Retour au numéro: Nouveaux enjeux de l'édition
À la mémoire de François-Xavier Marange
Peut-être retrouve-t-on dans l’informel moderne ce goût de s’installer « entre deux arts », entre peinture et sculpture, entre sculpture et architecture, pour atteindre à une unité des arts comme « performance », et prendre le spectateur dans cette performance même […]. Plier-déplier, envelopper-développer sont les constances de cette opération, aujourd’hui comme dans le baroque.
— Gilles Deleuze, Le pli – Leibniz et le baroque.

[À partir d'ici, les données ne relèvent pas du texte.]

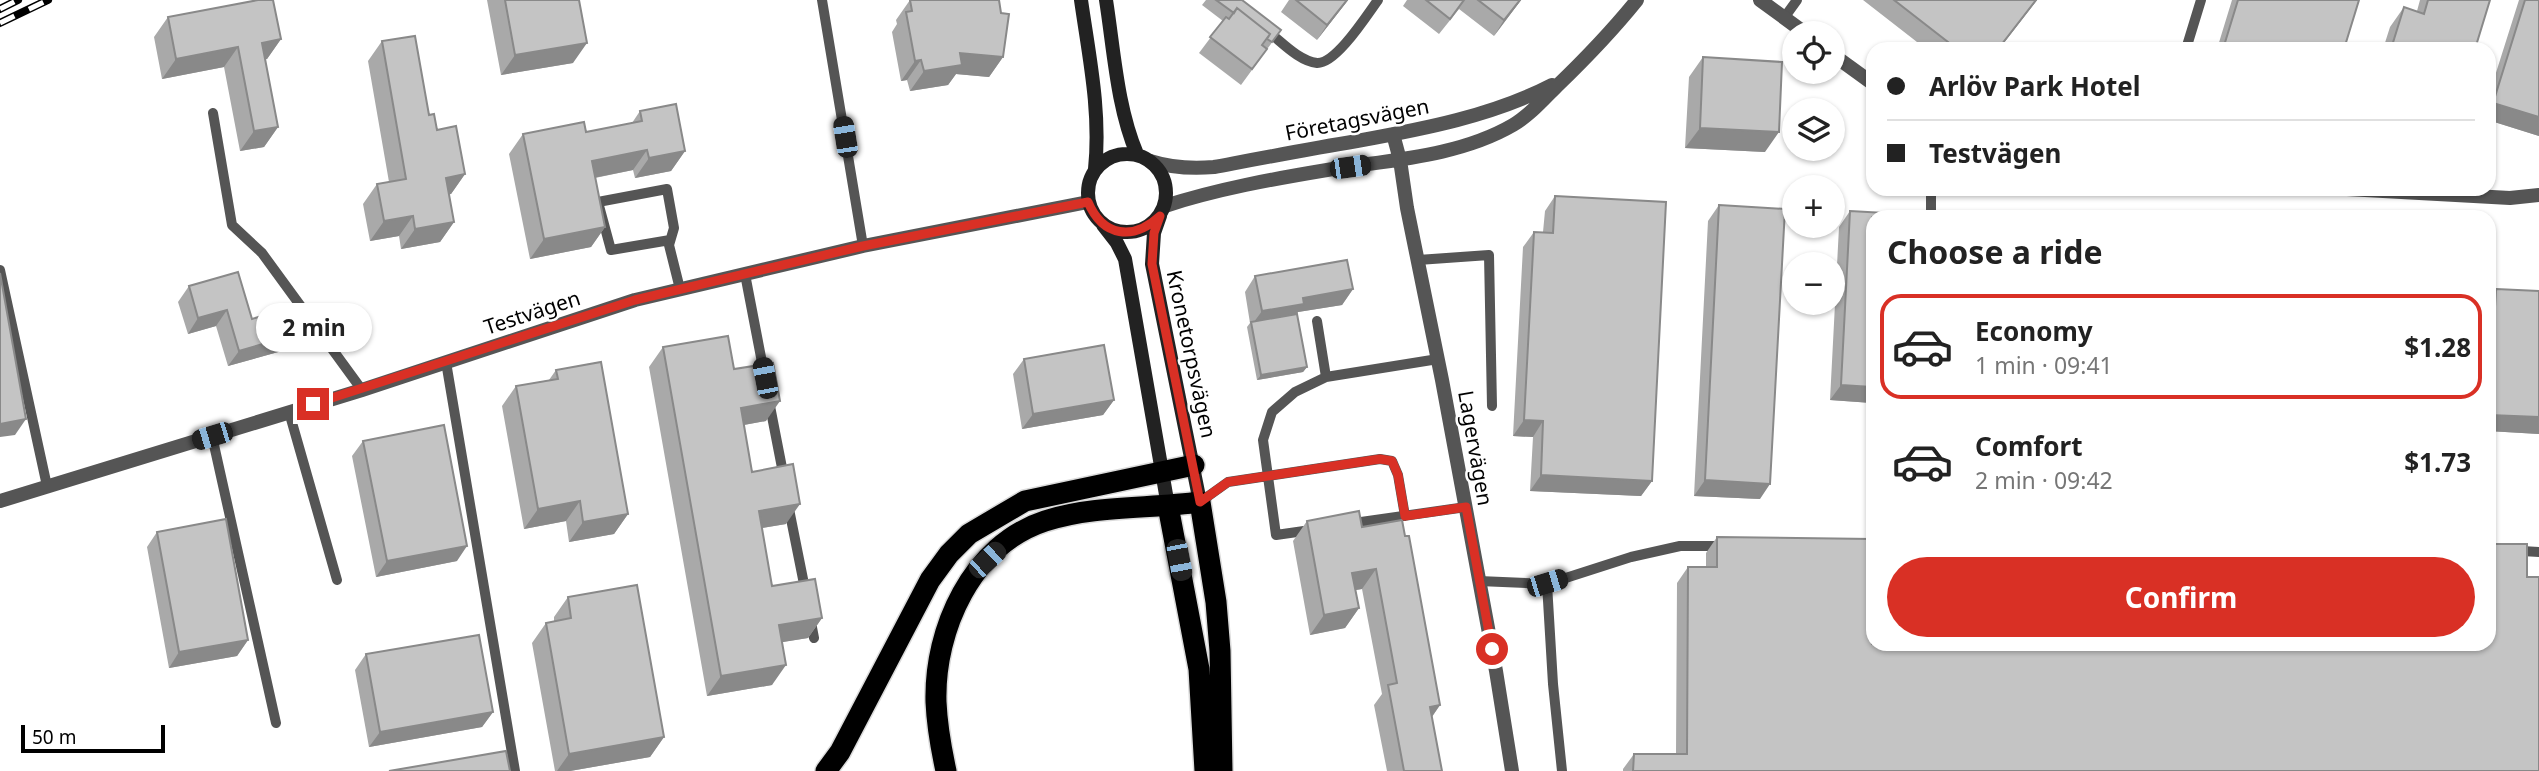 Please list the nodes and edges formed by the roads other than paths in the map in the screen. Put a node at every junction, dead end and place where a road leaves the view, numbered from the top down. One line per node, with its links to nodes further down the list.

On ne pourrait mieux définir le travail de François Vincent que par cette citation de Gilles Deleuze. La démarche de ce peintre qui s’assume pleinement se situe « entre deux arts ». Vincent rend la troisième dimension d’une manière sculpturale, architecturée et scénographiée, à travers divers « objets » ou formes, dont certains sont difficilement identifiables au premier coup d’œil, d’autres par des drapés qui nous réfèrent à des pendrions de théâtre, aux « plis » de marbre sculptés du Bernin (1598-1680) ou encore aux somptueux drapés de vêtements et de tentures rendus par des peintres de la période baroque. La notion de « performance » est également opératoire dans les tableaux de Vincent, puisque avec ses jeux d’ombre et de lumière il nous rappelle les éclairages fabriqués d’une représentation théâtrale. Convoquant Deleuze, à nouveau, et en le paraphrasant très librement, on pourrait avancer que les œuvres de Vincent nous laissent entrevoir l’embrasure d’un mouvement de l’âme, par laquelle le spectateur peut saisir, ne serait-ce que furtivement, le battement vibratoire nous invitant à pénétrer dans cet univers énigmatique.

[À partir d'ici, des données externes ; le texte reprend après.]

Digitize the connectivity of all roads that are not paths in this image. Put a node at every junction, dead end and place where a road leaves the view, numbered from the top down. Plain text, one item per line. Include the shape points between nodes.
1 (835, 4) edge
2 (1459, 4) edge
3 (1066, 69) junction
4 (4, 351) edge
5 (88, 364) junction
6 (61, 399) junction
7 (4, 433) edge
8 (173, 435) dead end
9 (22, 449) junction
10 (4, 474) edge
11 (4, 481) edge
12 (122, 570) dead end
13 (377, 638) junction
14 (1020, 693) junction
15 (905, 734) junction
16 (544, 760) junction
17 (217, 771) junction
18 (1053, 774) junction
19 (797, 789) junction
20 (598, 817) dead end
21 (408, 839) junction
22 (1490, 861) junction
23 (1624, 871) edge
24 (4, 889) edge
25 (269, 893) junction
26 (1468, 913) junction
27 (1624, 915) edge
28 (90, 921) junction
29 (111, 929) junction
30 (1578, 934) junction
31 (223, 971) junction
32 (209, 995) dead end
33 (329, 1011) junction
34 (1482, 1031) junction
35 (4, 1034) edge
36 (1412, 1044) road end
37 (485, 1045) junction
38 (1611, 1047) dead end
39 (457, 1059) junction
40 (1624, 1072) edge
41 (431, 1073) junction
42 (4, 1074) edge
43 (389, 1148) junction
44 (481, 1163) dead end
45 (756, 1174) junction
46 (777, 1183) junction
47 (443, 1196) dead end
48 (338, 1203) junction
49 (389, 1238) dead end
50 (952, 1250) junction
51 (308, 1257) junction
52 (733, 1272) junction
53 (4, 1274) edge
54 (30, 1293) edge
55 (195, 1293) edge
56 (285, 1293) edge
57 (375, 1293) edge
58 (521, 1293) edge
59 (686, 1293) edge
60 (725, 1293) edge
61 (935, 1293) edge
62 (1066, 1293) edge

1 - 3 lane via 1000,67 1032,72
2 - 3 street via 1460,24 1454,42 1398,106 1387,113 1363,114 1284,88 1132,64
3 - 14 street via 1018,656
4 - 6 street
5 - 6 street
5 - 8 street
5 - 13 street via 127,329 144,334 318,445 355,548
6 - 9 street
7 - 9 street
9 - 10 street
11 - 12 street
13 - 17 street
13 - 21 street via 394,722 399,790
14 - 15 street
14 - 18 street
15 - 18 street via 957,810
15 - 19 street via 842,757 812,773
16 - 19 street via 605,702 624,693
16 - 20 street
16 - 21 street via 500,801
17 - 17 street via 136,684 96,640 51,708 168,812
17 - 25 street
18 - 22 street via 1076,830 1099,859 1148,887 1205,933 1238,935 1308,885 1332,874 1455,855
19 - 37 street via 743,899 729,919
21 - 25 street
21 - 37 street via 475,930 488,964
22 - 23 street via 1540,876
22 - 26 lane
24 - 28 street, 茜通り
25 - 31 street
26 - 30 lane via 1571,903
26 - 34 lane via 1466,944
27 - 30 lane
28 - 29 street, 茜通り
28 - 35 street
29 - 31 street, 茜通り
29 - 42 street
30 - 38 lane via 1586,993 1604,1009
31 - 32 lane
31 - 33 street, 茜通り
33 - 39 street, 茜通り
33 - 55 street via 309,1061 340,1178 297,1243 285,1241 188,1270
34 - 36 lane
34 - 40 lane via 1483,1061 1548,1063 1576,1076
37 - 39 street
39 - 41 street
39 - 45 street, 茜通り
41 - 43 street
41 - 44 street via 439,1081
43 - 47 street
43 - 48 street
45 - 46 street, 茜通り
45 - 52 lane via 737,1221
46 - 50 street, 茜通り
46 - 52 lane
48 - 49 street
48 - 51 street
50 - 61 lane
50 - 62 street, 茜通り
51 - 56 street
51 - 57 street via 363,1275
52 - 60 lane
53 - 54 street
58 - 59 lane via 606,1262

Petit manifeste d’une agnostique des médiums
L’un des aspects les plus jubilatoires, dans la constitution des portfolios d’artistes, est d’échanger avec eux sur leur vision de l’art et de la vie en général. Si la philosophie est ce qui nous aide à vivre, l’art est une philosophie de la vie qui nous accompagne pour mieux sentir et voir les choses à travers la lentille d’un œil intérieur. Ce regard nous offre les moyens d’augmenter notre acuité et notre sensibilité au monde extérieur, les arts visuels se déployant essentiellement dans la sphère du visible. Pour écrire sur l’art, il est important d’adopter une posture d’« agnostique des médiums en arts visuels », selon l’expression de Steve Dietz, commissaire américain en arts médiatiques et numériques, posture qui ne favorise aucune discipline en particulier, justement parce que la propriété multivalente et polysémique de l’art est ce qui nous permet d’appréhender le monde, avec un regard aiguisé qui nous permet de transcender le quotidien. Dans l’histoire de l’art récente, plusieurs artistes et commentateurs ont affirmé périodiquement que la peinture était morte et que l’on devait faire place à des disciplines plus « innovantes »,
en meilleure adéquation avec notre temps.